■ Data under study
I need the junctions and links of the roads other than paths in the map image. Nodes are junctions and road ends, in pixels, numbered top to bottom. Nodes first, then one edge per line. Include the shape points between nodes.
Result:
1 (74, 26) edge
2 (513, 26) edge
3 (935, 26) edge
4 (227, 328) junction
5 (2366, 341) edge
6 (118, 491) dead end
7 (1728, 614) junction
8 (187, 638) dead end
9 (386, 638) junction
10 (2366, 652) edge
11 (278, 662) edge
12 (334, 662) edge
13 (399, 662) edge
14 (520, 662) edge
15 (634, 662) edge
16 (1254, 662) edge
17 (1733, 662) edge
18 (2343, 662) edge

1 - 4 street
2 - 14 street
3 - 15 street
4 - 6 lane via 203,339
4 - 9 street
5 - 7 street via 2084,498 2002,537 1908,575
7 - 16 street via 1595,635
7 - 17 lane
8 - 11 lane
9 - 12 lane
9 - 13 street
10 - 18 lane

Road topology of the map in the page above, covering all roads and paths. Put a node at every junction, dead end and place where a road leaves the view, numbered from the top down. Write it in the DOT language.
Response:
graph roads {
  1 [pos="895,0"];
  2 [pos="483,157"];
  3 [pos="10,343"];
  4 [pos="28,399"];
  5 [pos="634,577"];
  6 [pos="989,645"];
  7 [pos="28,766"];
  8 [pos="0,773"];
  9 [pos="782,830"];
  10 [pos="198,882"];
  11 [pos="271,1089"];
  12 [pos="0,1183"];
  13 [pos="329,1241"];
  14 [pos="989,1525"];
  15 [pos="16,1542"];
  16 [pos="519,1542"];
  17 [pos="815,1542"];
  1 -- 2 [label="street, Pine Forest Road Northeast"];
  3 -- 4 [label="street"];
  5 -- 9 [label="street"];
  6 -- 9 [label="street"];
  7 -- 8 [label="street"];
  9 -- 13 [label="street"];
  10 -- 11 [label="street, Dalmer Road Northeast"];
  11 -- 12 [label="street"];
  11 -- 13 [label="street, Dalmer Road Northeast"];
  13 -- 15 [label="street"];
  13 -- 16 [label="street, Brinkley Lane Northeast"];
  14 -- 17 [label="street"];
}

■ Instructions to follow
Could you output, exactly and with nothing else, the lines from the start of the records through the line containing "Road topology of"?

■ Exercise output
I need the junctions and links of the roads other than paths in the map image. Nodes are junctions and road ends, in pixels, numbered top to bottom. Nodes first, then one edge per line. Include the shape points between nodes.
Result:
1 (74, 26) edge
2 (513, 26) edge
3 (935, 26) edge
4 (227, 328) junction
5 (2366, 341) edge
6 (118, 491) dead end
7 (1728, 614) junction
8 (187, 638) dead end
9 (386, 638) junction
10 (2366, 652) edge
11 (278, 662) edge
12 (334, 662) edge
13 (399, 662) edge
14 (520, 662) edge
15 (634, 662) edge
16 (1254, 662) edge
17 (1733, 662) edge
18 (2343, 662) edge

1 - 4 street
2 - 14 street
3 - 15 street
4 - 6 lane via 203,339
4 - 9 street
5 - 7 street via 2084,498 2002,537 1908,575
7 - 16 street via 1595,635
7 - 17 lane
8 - 11 lane
9 - 12 lane
9 - 13 street
10 - 18 lane

Road topology of the map in the page above, covering all roads and paths. Put a node at every junction, dead end and place where a road leaves the view, numbered from the top down. Write it in the DOT language.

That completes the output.